3月11日、東京新聞コラム「時代を読む」から。昨年3月11日、大震災直後に書かれた原稿を振り返って。
・・その時の原稿によれば、大震災が政治に活力を取り戻す強烈な一撃を外部から与えられ、日本の政治は何とか動き出すのではないかという点に着目していた。しかし、一年を顧みると、何ら見るべき展開がなかったことに、あらためてあ然とせざるを得ない・・
・・当初から気になっていたのは、日本では基本的な社会インフラが今や民営化され、同時に地方分権がかなり定着を見せている中で、どうスムーズに復興との取組が進むかであった。こうした非常事態においては、政府が通常は認められないような権限を集中的に掌握し、速やかに取り組むというのが、一つの古典的な図式である。日本政府には、こうした方向を探る意図は全く見られなかった。要するに、「平時」のルールに問題を委ねたのである・・。

3月11日、日経新聞書評欄「今を読み解く」から。
・・昨年の3月11日以降、よく言われたのは「安全神話」の崩壊という言葉であった・・非常に単純に言えば、日本は極めて「安全」な社会であり、例えば地震や津波についても他の国々を凌駕する対策が施され、人々の「安全」に対する意識も高いという自負であった・・
・・しかし事故後、原発をめぐって明らかにされつつある現実は、一言で言えば、陰々滅々たる話の連続である・・酷な言い方になるが、「見たくないものは見ない」式の卑俗な心理状態に近い事実ばかりが、この一年続々と明らかにされた。ここに支配しているのは、「安全神話」というよりは、一種の精神的な頽廃現象ではないか。
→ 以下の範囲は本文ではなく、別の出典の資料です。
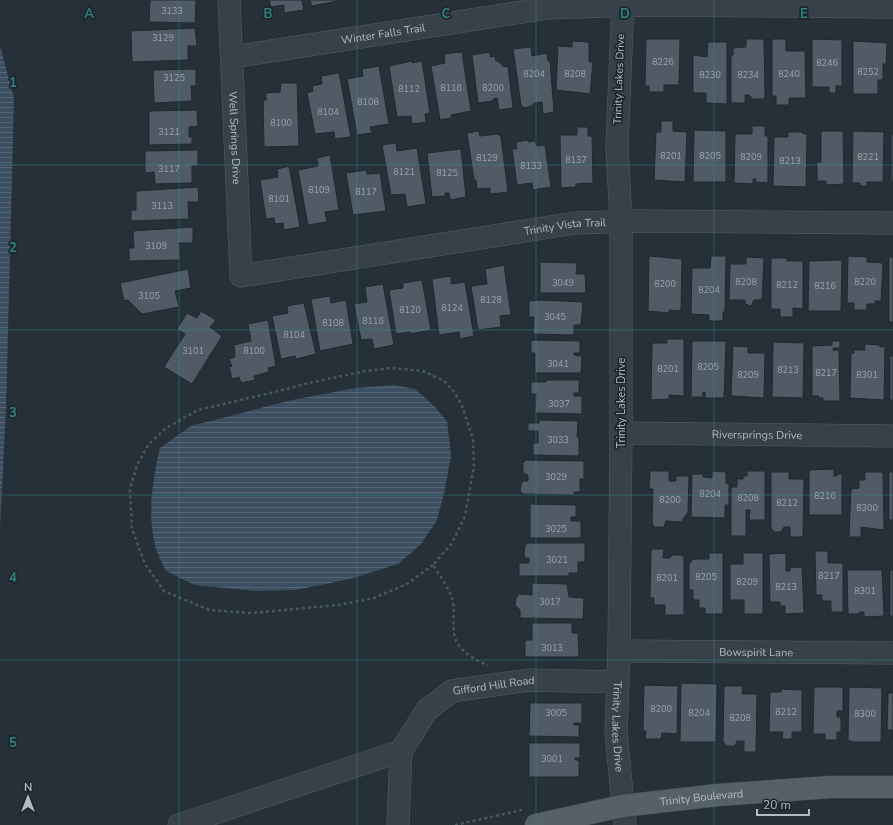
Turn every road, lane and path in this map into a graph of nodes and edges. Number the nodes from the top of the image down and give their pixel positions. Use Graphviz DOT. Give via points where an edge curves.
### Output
graph roads {
  1 [pos="230,0"];
  2 [pos="622,3"];
  3 [pos="893,7"];
  4 [pos="233,57"];
  5 [pos="621,221"];
  6 [pos="893,223"];
  7 [pos="241,276"];
  8 [pos="622,433"];
  9 [pos="893,436"];
  10 [pos="433,565"];
  11 [pos="619,651"];
  12 [pos="893,653"];
  13 [pos="491,666"];
  14 [pos="618,682"];
  15 [pos="401,751"];
  16 [pos="893,787"];
  17 [pos="623,816"];
  18 [pos="530,817"];
  19 [pos="179,825"];
  20 [pos="398,825"];
  21 [pos="455,825"];
  1 -- 4 [label="street, Well Springs Drive"];
  2 -- 3 [label="street, Winter Falls Trail"];
  2 -- 4 [label="street, Winter Falls Trail" via="548,8"];
  2 -- 5 [label="street, Trinity Lakes Drive" via="617,146"];
  4 -- 7 [label="street, Well Springs Drive"];
  5 -- 6 [label="street, Trinity Vista Trail"];
  5 -- 7 [label="street, Trinity Vista Trail" via="575,223"];
  5 -- 8 [label="street, Trinity Lakes Drive"];
  8 -- 9 [label="street, Riversprings Drive"];
  8 -- 11 [label="street, Trinity Lakes Drive"];
  10 -- 10 [label="path" via="452,543 465,516 474,466 473,440 455,393 444,381 423,371 392,368 365,371 198,410 166,428 148,445 137,465 130,489 132,529 144,564 164,591 209,610 252,613 338,605 374,598 407,584"];
  10 -- 13 [label="path" via="452,600 455,638 462,649 477,661"];
  11 -- 12 [label="street, Bowspirit Lane"];
  11 -- 14 [label="street, Trinity Lakes Drive"];
  14 -- 15 [label="street, Gifford Hill Road" via="529,680 452,691 427,710"];
  14 -- 17 [label="street, Trinity Lakes Drive" via="616,732"];
  15 -- 19 [label="street"];
  15 -- 20 [label="street"];
  16 -- 17 [label="main road, Trinity Boulevard" via="816,788 718,795"];
  17 -- 18 [label="main road, Trinity Boulevard"];
  18 -- 21 [label="path"];
}
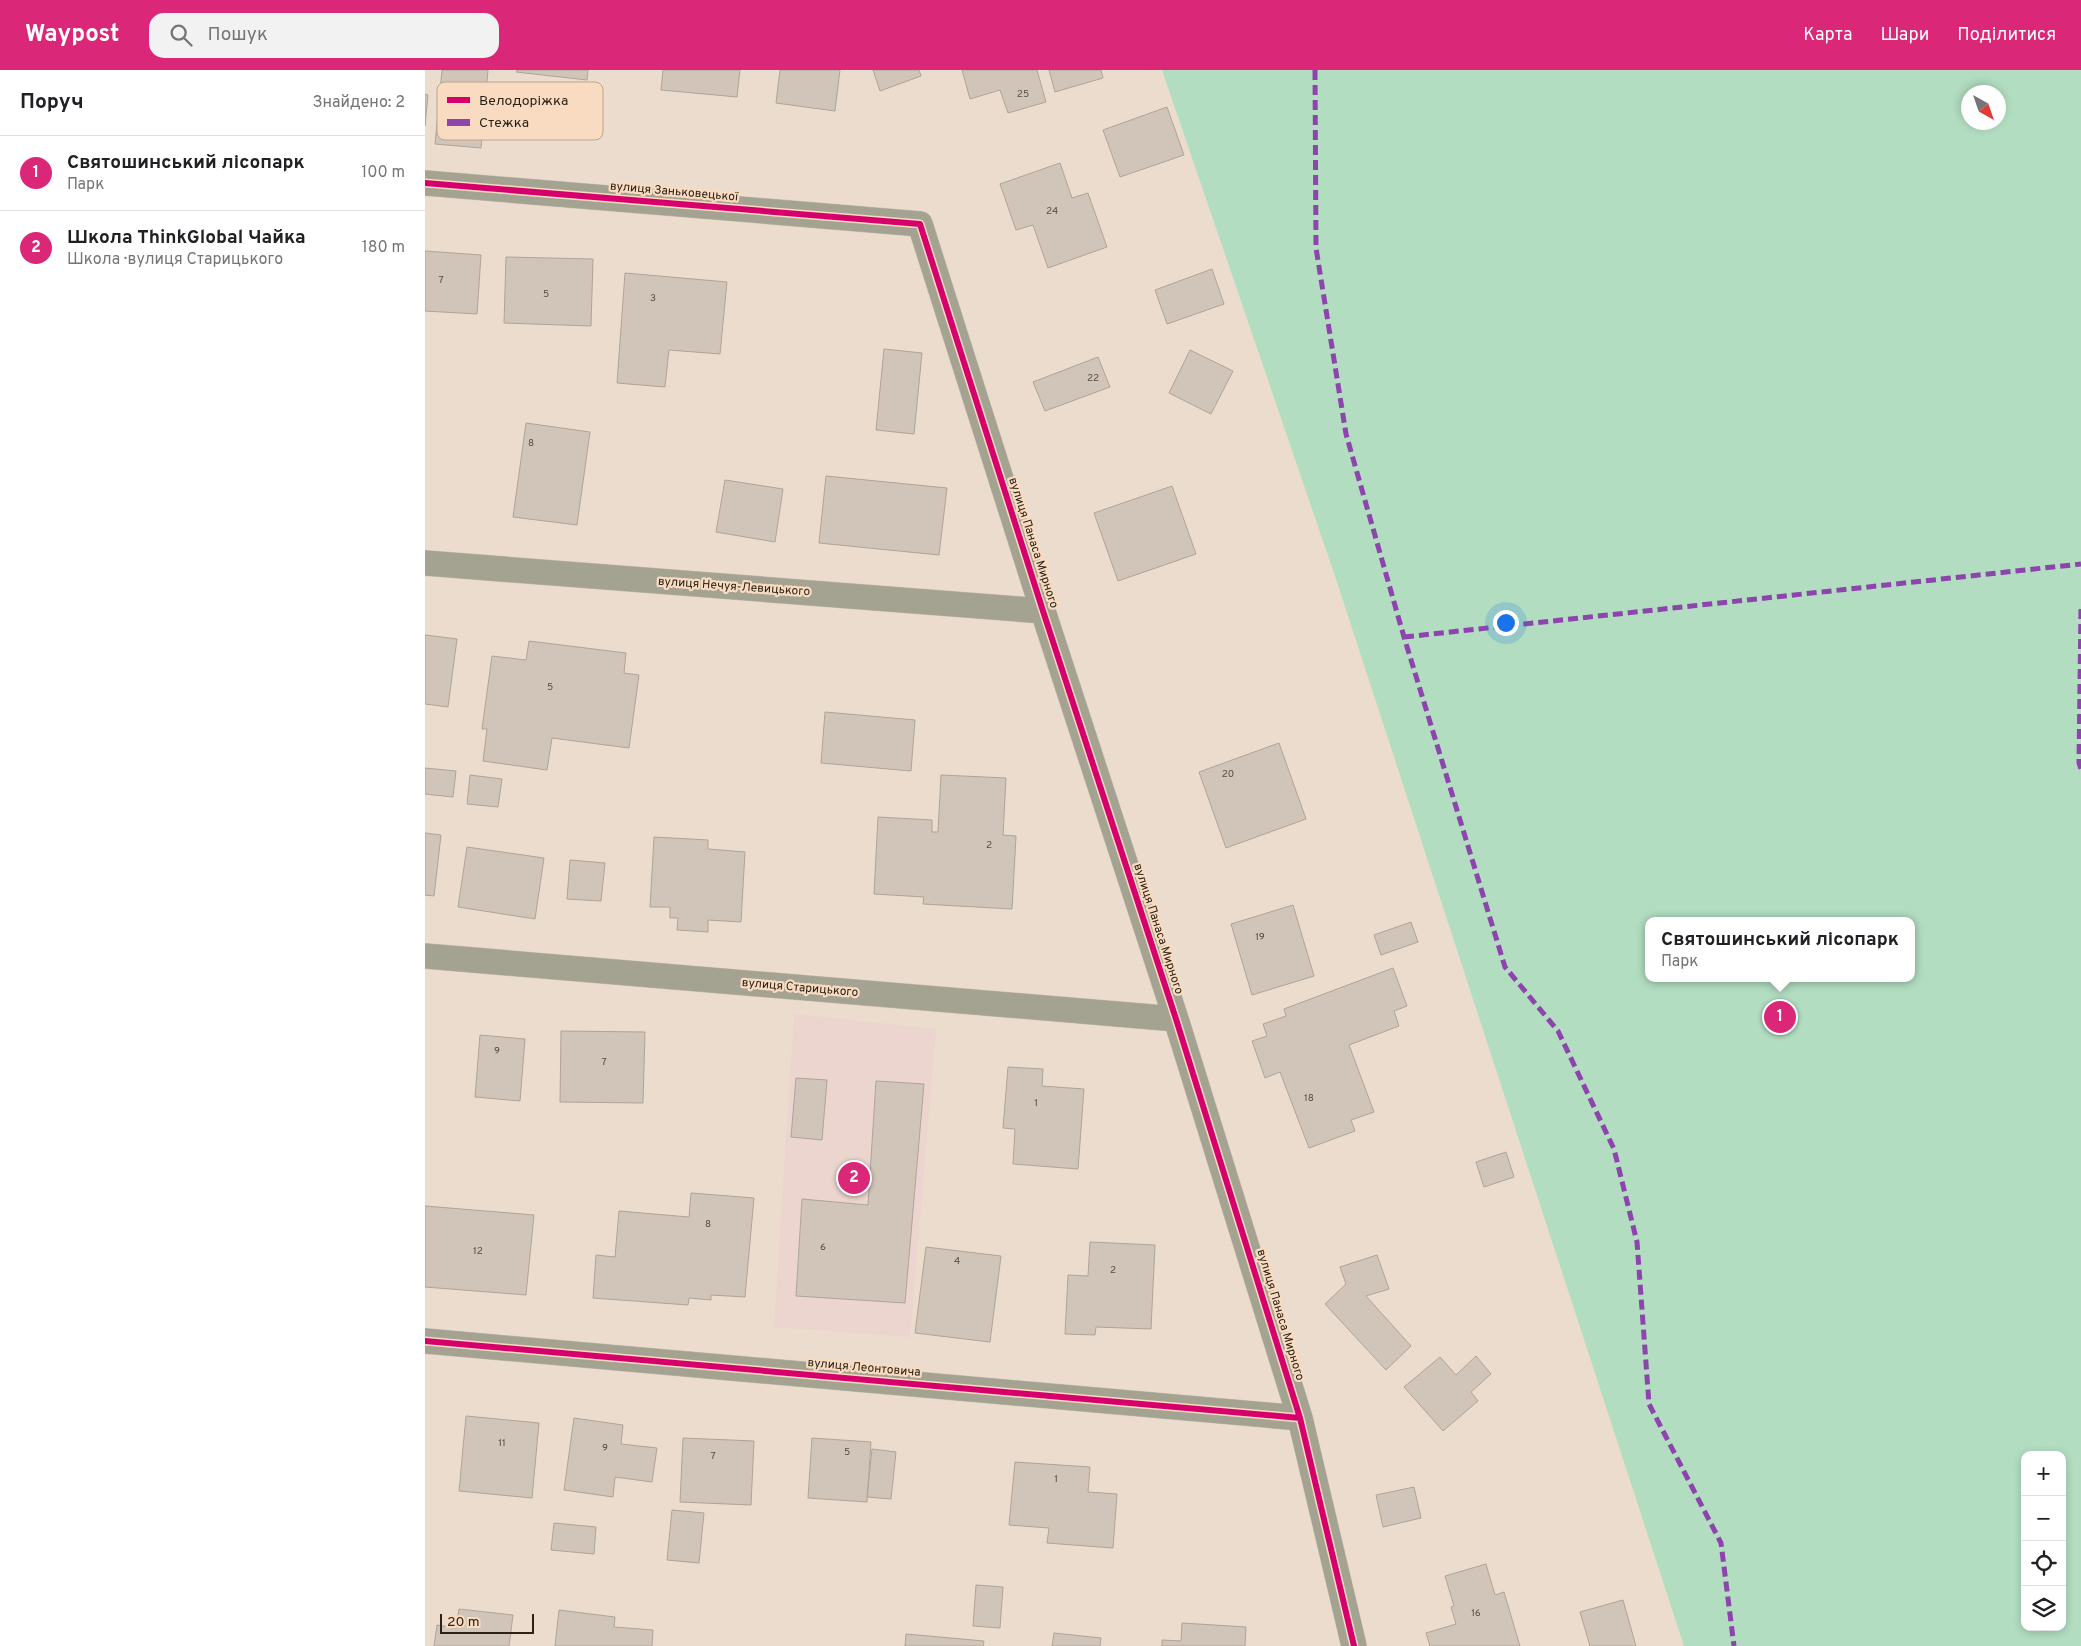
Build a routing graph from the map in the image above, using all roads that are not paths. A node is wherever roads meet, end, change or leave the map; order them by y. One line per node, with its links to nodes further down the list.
1 (425, 183): 2 (street, вулиця Заньковецької)
2 (920, 224): 4 (street, вулиця Панаса Мирного)
3 (425, 563): 4 (street, вулиця Нечуя-Левицького)
4 (1043, 611): 6 (street, вулиця Панаса Мирного)
5 (425, 956): 6 (street, вулиця Старицького)
6 (1176, 1019): 8 (street, вулиця Панаса Мирного)
7 (425, 1341): 8 (street, вулиця Леонтовича)
8 (1300, 1418): 9 (street, вулиця Панаса Мирного)
9 (1354, 1646)

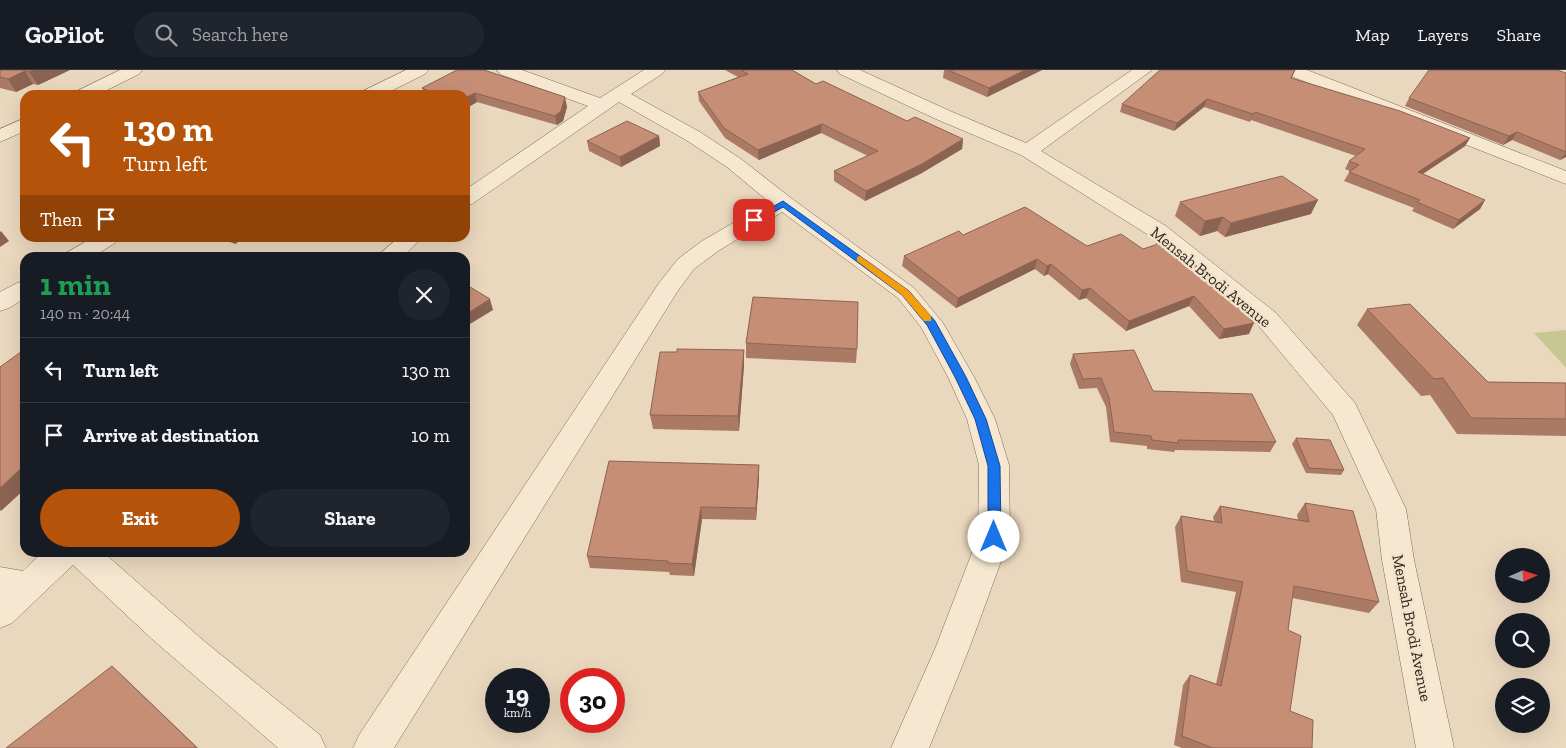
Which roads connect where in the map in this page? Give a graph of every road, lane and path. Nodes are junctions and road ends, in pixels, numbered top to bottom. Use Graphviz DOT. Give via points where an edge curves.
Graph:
graph roads {
  1 [pos="133,70"];
  2 [pos="419,70"];
  3 [pos="506,70"];
  4 [pos="656,70"];
  5 [pos="846,70"];
  6 [pos="1143,70"];
  7 [pos="1292,70"];
  8 [pos="93,90"];
  9 [pos="379,90"];
  10 [pos="610,100"];
  11 [pos="20,126"];
  12 [pos="0,136"];
  13 [pos="1028,151"];
  14 [pos="1566,178"];
  15 [pos="470,197"];
  16 [pos="783,203"];
  17 [pos="100,242"];
  18 [pos="407,242"];
  19 [pos="84,252"];
  20 [pos="394,252"];
  21 [pos="20,291"];
  22 [pos="0,303"];
  23 [pos="57,557"];
  24 [pos="86,557"];
  25 [pos="14,584"];
  26 [pos="0,613"];
  27 [pos="307,748"];
  28 [pos="372,748"];
  29 [pos="910,748"];
  30 [pos="1435,748"];
  1 -- 8 [label="street"];
  2 -- 9 [label="street"];
  3 -- 10 [label="street"];
  4 -- 10 [label="street"];
  5 -- 13 [label="street, Mensah Brodi Avenue"];
  6 -- 13 [label="street"];
  7 -- 14 [label="street"];
  10 -- 15 [label="street"];
  10 -- 16 [label="street" via="692,136 734,163"];
  11 -- 12 [label="street"];
  13 -- 30 [label="street, Mensah Brodi Avenue" via="1158,230 1267,319 1344,410 1391,509"];
  16 -- 28 [label="street" via="686,264"];
  16 -- 29 [label="street" via="906,293 931,323 981,419 994,466 994,537"];
  17 -- 19 [label="street"];
  18 -- 20 [label="street"];
  21 -- 22 [label="street"];
  23 -- 25 [label="street"];
  24 -- 27 [label="street" via="214,673"];
  25 -- 26 [label="street"];
}
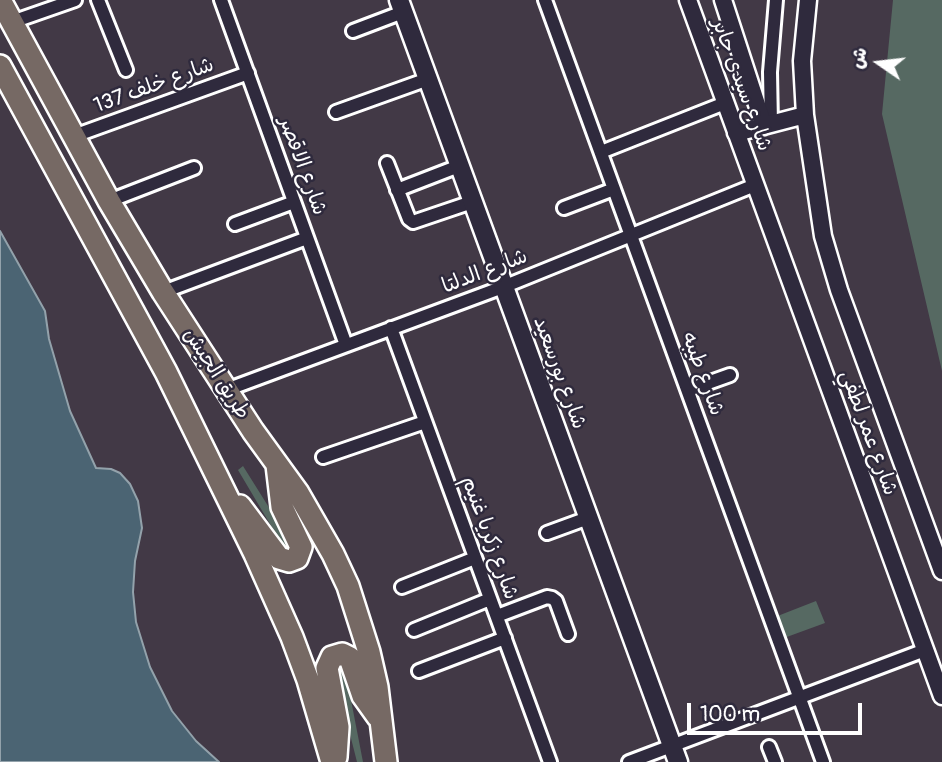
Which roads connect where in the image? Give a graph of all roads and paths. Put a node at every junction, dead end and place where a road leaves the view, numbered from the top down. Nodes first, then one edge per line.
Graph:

・・「想定外」の大地震・大津波に襲われるのは不条理であるが、精神的な頽廃現象とは関係がない。問題はこの後者の方である。それは何も原発問題だけの現象ではないのではないか。変容する現実との対面を口実を設けて避け、過去の「想定」にしがみつき、かすかな自己満足の中で課題の先送りに腐心する態度は、この社会に結構広範に見られる傾向ではなかろうか。例えば、こうした精神的頽廃から最も自由でなければならないはずの政治が、同じ病に冒されていないであろうか・・
詳しくは、それぞれ原文をお読みください。